#### TASK REQUIREMENTS:
Go line by line through the data and copy those with the word "Balendijk".

START TASK INPUT

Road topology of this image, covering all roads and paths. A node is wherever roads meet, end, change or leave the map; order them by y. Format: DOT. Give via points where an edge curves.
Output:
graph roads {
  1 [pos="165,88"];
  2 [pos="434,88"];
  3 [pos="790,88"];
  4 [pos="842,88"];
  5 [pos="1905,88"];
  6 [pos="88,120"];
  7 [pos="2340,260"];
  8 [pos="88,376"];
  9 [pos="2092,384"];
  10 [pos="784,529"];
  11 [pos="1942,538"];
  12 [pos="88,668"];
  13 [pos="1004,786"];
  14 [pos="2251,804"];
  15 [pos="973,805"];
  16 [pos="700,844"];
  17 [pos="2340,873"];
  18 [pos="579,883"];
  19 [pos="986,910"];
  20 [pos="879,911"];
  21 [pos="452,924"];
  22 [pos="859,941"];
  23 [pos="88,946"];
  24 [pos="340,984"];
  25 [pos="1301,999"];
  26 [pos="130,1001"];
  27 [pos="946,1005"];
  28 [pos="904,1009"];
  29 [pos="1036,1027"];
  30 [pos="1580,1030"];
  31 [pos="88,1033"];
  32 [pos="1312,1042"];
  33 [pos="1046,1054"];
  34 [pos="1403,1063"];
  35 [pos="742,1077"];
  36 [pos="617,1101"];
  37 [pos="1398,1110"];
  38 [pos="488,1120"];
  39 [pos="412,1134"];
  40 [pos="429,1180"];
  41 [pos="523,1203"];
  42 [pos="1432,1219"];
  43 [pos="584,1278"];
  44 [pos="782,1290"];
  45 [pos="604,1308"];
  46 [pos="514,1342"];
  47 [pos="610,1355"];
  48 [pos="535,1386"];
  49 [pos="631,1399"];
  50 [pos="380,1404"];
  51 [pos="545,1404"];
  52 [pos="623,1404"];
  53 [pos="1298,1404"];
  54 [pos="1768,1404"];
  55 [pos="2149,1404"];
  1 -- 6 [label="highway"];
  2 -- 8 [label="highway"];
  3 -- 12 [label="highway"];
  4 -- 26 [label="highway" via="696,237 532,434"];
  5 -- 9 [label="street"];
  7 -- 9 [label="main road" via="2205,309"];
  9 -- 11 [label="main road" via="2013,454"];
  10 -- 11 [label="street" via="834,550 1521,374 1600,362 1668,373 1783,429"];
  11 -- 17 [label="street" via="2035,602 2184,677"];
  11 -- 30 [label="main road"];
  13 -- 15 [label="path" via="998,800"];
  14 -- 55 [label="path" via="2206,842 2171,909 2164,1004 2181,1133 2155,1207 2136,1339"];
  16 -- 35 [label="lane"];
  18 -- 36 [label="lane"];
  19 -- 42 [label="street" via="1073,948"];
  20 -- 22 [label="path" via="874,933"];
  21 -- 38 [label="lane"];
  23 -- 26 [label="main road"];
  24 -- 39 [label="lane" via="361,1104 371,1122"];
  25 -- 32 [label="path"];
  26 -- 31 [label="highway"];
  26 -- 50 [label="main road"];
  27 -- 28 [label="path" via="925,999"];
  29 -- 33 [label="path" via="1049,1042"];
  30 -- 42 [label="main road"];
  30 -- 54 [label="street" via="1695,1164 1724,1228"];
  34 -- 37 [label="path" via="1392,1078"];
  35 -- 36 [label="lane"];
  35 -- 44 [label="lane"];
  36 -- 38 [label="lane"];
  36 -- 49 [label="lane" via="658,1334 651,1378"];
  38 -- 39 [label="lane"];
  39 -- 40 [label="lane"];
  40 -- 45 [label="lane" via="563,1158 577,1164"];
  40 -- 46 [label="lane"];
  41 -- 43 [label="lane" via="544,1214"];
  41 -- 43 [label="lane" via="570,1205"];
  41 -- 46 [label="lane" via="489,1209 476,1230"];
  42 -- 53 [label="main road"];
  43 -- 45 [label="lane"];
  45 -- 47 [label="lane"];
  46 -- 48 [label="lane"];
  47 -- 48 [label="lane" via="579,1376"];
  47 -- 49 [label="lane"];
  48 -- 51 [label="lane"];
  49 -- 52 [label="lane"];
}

END TASK INPUT
START TASK INPUT

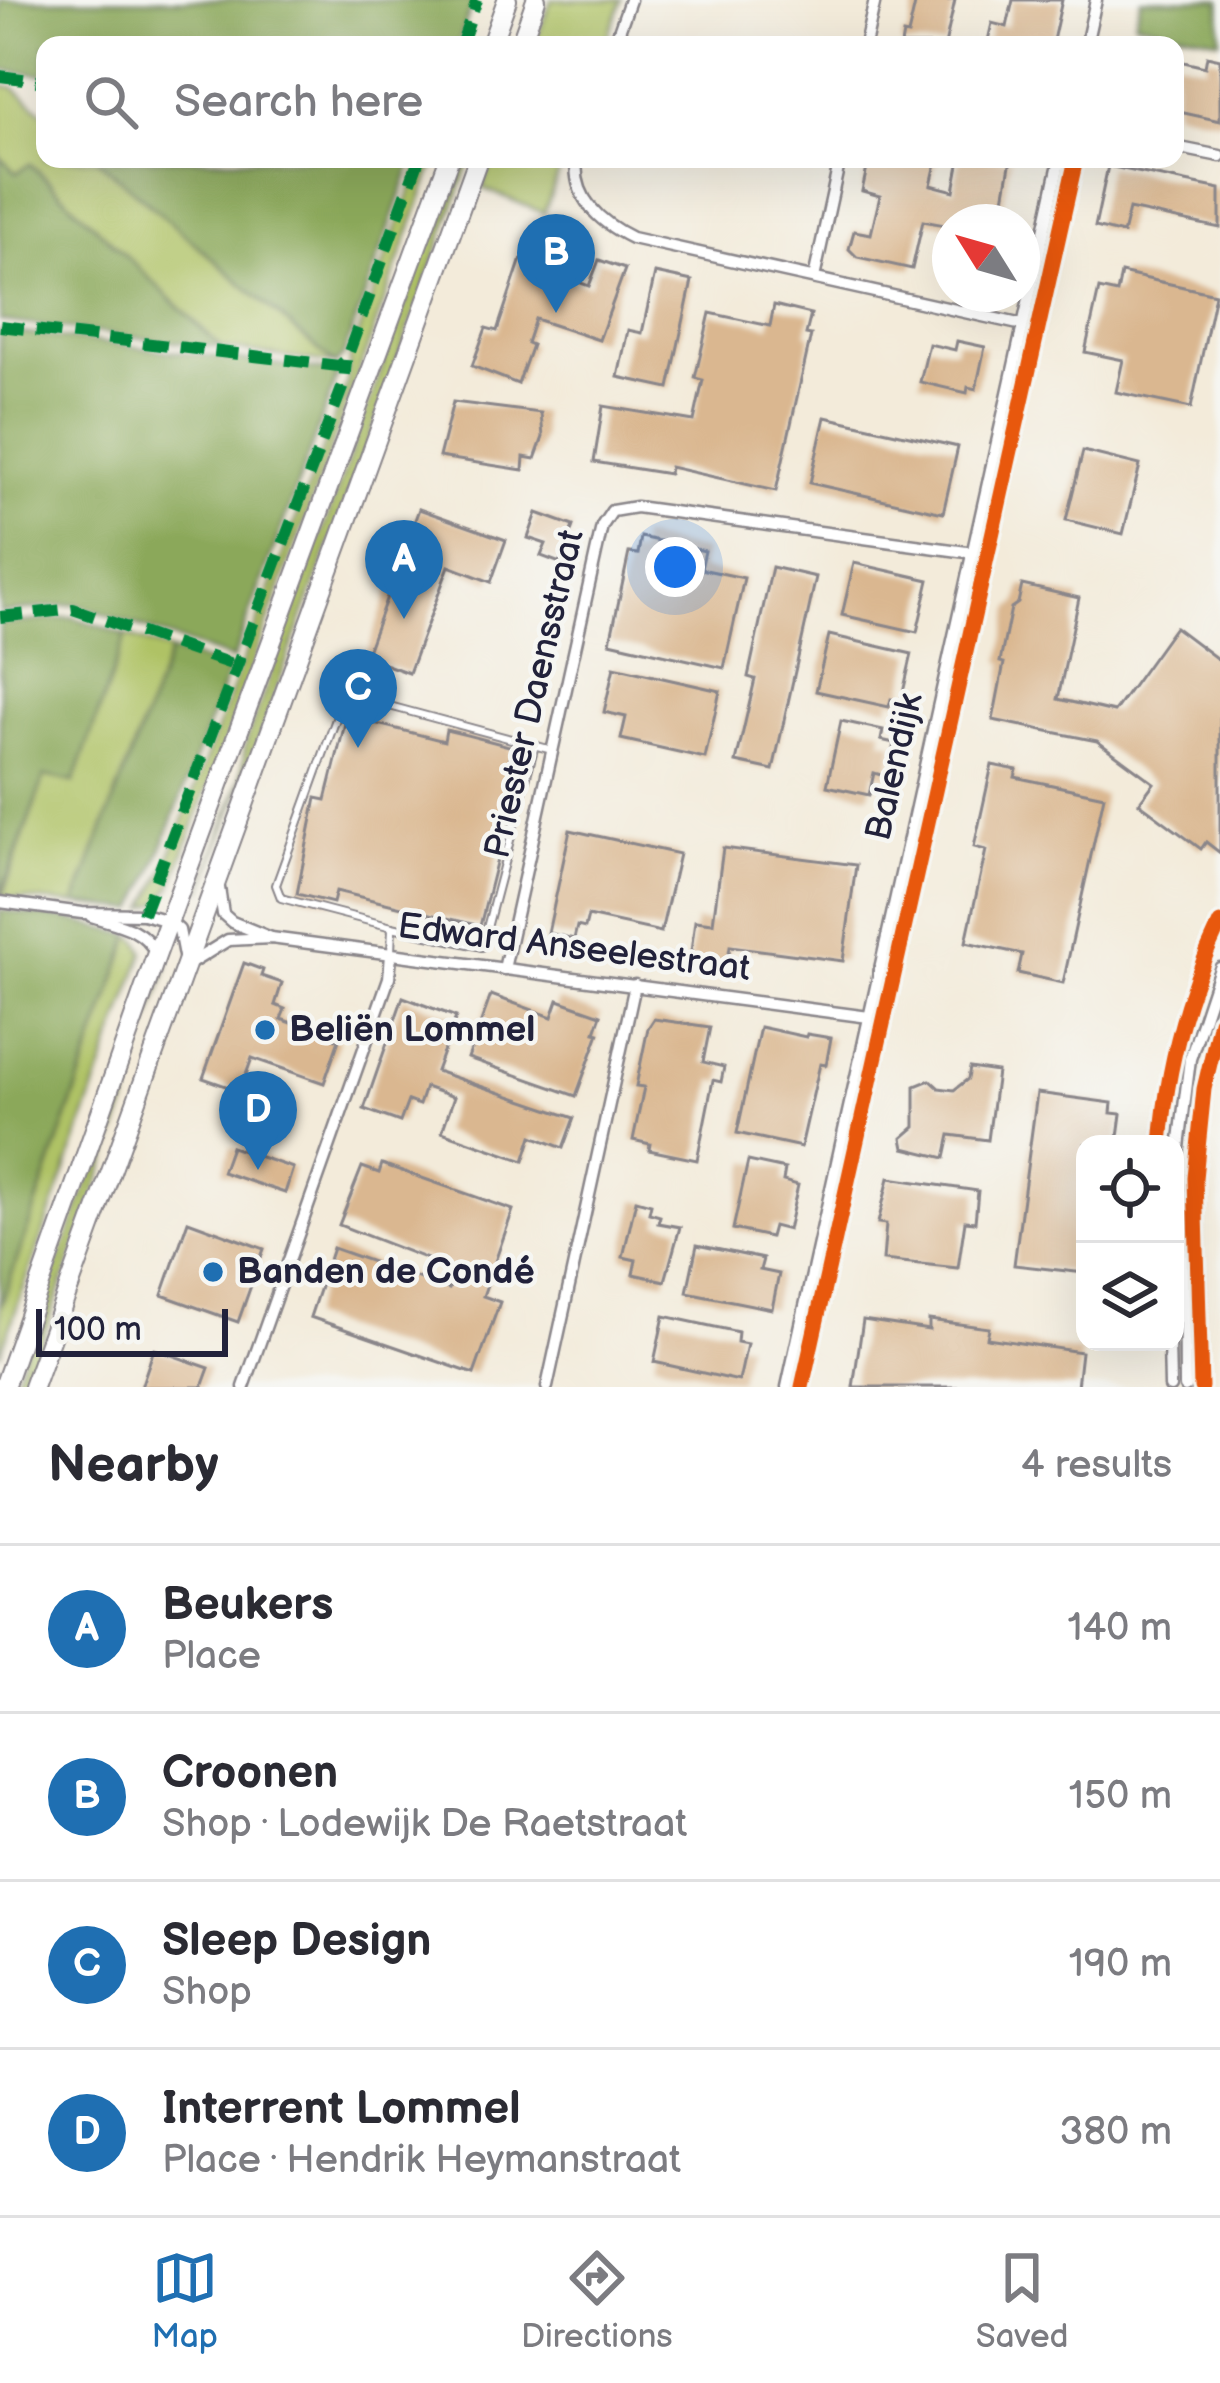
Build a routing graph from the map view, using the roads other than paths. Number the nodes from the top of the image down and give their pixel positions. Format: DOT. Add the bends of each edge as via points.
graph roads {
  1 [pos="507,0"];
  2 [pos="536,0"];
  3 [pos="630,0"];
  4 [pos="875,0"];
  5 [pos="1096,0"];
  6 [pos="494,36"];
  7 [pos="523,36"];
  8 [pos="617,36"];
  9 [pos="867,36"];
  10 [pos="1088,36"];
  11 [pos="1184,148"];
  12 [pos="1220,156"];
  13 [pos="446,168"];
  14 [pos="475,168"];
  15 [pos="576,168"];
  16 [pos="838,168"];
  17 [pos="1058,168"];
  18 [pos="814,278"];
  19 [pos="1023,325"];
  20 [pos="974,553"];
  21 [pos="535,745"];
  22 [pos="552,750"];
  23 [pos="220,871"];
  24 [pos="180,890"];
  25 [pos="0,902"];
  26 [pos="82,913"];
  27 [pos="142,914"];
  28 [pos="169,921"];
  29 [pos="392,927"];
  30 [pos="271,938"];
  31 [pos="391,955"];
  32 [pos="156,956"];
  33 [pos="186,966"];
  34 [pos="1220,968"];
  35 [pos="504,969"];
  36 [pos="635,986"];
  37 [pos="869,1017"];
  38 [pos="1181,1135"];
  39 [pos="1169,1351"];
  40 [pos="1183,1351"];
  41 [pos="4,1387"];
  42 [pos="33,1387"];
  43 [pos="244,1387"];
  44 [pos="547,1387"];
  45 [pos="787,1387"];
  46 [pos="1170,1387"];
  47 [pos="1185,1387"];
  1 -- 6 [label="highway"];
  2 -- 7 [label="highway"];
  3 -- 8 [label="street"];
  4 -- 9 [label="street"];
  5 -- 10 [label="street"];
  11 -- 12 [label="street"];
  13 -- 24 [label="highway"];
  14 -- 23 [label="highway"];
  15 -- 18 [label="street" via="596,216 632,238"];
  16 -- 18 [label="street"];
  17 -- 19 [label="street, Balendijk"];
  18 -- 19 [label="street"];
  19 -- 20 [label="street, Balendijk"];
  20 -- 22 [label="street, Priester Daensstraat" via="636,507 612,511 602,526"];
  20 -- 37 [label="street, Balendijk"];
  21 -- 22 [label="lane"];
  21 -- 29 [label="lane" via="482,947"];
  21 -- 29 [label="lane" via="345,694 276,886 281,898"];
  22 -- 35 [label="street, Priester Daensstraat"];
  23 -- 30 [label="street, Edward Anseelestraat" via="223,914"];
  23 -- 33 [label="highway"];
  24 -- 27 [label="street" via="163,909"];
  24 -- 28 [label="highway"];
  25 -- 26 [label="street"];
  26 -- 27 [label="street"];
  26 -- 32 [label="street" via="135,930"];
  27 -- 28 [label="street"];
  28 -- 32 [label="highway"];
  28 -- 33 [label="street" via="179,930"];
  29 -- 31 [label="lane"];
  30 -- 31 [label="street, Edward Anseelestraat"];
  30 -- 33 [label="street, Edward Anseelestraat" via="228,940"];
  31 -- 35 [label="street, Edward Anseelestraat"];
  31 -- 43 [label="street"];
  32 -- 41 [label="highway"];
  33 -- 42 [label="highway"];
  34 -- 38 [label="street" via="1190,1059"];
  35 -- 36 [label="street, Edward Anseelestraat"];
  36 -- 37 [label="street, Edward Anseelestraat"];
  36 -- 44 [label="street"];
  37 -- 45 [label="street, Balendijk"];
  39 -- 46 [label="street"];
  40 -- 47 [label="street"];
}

END TASK INPUT

#### SOLUTION FOR THIS TASK:
  17 -- 19 [label="street, Balendijk"];
  19 -- 20 [label="street, Balendijk"];
  20 -- 37 [label="street, Balendijk"];
  37 -- 45 [label="street, Balendijk"];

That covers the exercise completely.